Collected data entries
──────────────────────────────

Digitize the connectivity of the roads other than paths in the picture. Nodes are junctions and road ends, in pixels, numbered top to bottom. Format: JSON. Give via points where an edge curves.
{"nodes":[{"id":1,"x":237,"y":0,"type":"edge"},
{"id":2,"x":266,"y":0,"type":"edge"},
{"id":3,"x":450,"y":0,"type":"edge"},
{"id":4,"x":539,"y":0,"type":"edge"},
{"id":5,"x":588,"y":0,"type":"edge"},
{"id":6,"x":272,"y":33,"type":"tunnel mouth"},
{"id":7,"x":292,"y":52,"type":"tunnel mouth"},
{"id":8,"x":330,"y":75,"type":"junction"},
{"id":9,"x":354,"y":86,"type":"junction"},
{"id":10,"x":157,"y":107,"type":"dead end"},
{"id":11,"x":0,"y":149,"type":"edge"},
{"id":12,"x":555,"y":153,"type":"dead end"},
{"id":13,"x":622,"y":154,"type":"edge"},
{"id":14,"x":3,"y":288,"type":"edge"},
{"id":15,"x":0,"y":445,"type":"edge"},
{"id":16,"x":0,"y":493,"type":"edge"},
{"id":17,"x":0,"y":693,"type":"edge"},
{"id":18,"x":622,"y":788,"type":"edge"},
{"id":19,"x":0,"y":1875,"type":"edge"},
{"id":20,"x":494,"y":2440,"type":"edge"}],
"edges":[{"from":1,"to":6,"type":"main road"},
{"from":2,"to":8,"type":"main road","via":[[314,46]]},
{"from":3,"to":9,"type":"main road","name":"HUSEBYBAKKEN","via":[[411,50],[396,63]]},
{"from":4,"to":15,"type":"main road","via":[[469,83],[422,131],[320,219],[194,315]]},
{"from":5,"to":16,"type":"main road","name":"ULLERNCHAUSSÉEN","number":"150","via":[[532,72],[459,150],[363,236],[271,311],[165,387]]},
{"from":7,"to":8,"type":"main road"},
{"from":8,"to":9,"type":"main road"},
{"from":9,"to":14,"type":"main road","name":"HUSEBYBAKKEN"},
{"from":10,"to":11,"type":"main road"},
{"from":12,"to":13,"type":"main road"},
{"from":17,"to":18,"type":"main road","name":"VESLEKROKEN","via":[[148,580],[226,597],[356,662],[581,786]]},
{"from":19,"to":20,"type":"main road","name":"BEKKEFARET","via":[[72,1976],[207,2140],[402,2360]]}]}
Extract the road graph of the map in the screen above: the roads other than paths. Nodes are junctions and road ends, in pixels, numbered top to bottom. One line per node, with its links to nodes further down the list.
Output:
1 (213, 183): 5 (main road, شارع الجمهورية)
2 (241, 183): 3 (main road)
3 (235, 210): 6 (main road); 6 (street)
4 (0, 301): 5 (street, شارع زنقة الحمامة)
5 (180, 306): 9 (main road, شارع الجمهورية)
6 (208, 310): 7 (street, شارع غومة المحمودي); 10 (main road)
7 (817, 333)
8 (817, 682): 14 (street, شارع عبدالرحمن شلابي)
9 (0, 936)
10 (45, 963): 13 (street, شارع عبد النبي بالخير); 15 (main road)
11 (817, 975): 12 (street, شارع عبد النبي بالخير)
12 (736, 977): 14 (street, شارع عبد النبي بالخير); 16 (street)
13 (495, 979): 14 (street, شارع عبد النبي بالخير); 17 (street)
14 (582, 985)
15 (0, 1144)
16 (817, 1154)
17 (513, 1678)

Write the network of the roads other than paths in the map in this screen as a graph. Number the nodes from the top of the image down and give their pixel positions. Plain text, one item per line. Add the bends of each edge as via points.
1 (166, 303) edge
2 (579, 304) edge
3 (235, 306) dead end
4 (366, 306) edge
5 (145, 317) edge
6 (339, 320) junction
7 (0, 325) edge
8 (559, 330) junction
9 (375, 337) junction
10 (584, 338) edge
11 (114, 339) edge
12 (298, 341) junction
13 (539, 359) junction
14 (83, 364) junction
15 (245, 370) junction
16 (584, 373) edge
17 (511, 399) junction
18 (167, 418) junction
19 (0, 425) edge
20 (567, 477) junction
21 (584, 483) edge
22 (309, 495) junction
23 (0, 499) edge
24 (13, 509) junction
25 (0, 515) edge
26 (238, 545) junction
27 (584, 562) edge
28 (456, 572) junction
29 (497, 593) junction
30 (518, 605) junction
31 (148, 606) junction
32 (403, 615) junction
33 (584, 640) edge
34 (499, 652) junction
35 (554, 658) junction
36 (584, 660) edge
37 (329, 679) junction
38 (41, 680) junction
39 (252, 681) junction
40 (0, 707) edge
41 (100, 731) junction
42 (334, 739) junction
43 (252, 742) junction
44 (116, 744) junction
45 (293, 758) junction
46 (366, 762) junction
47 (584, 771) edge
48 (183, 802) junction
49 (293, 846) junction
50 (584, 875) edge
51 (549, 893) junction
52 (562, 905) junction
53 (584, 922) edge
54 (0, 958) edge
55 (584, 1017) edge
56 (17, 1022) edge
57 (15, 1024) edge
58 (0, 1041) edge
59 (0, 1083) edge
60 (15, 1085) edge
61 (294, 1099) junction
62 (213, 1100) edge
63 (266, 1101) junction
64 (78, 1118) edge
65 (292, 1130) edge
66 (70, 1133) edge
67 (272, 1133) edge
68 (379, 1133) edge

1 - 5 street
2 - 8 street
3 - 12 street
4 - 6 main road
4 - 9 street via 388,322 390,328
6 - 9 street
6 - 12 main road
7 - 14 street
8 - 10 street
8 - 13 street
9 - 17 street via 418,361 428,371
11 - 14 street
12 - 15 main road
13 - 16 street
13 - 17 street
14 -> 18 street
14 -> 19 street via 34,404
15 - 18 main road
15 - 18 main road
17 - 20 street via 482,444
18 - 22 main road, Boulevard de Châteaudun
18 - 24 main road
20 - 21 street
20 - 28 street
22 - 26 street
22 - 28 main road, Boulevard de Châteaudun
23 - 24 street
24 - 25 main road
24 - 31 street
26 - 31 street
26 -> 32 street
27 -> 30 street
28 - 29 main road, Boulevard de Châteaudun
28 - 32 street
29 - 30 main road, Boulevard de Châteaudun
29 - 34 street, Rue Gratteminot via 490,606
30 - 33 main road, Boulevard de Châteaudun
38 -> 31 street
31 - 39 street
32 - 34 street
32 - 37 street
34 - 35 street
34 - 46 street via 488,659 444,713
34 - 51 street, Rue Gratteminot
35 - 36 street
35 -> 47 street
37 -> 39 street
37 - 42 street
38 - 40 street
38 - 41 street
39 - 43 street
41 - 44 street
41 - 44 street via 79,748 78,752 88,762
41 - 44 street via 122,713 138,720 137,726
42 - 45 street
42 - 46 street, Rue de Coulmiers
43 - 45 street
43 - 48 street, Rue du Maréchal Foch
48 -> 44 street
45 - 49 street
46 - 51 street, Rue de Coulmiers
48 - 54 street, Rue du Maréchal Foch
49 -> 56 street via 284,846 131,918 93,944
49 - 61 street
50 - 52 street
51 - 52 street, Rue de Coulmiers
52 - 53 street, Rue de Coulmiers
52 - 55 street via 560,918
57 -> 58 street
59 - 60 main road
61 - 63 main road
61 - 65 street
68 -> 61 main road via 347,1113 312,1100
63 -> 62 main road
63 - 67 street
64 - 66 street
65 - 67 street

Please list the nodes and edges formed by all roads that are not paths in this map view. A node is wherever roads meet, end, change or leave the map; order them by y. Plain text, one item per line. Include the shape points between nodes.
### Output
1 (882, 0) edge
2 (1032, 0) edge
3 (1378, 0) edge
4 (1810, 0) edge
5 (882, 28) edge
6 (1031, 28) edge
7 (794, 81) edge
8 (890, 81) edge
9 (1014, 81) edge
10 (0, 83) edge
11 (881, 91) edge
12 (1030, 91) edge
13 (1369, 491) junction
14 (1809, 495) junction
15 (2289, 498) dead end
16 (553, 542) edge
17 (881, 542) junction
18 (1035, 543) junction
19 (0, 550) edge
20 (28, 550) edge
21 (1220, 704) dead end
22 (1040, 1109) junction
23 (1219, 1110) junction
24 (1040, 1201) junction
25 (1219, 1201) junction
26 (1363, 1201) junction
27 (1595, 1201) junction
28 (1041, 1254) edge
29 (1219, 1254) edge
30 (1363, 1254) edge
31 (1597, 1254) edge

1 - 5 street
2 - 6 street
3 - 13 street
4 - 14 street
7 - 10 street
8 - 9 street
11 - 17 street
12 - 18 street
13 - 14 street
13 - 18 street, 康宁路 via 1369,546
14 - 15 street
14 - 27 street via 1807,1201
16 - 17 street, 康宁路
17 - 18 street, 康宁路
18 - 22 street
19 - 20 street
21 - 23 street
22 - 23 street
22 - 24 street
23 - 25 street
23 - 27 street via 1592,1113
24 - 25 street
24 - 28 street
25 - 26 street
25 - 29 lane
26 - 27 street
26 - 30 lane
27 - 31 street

──────────────────────────────

__Work item__:
Find "بالخير" in the data above. Report each line where it appears.

__Answer__:
10 (45, 963): 13 (street, شارع عبد النبي بالخير); 15 (main road)
11 (817, 975): 12 (street, شارع عبد النبي بالخير)
12 (736, 977): 14 (street, شارع عبد النبي بالخير); 16 (street)
13 (495, 979): 14 (street, شارع عبد النبي بالخير); 17 (street)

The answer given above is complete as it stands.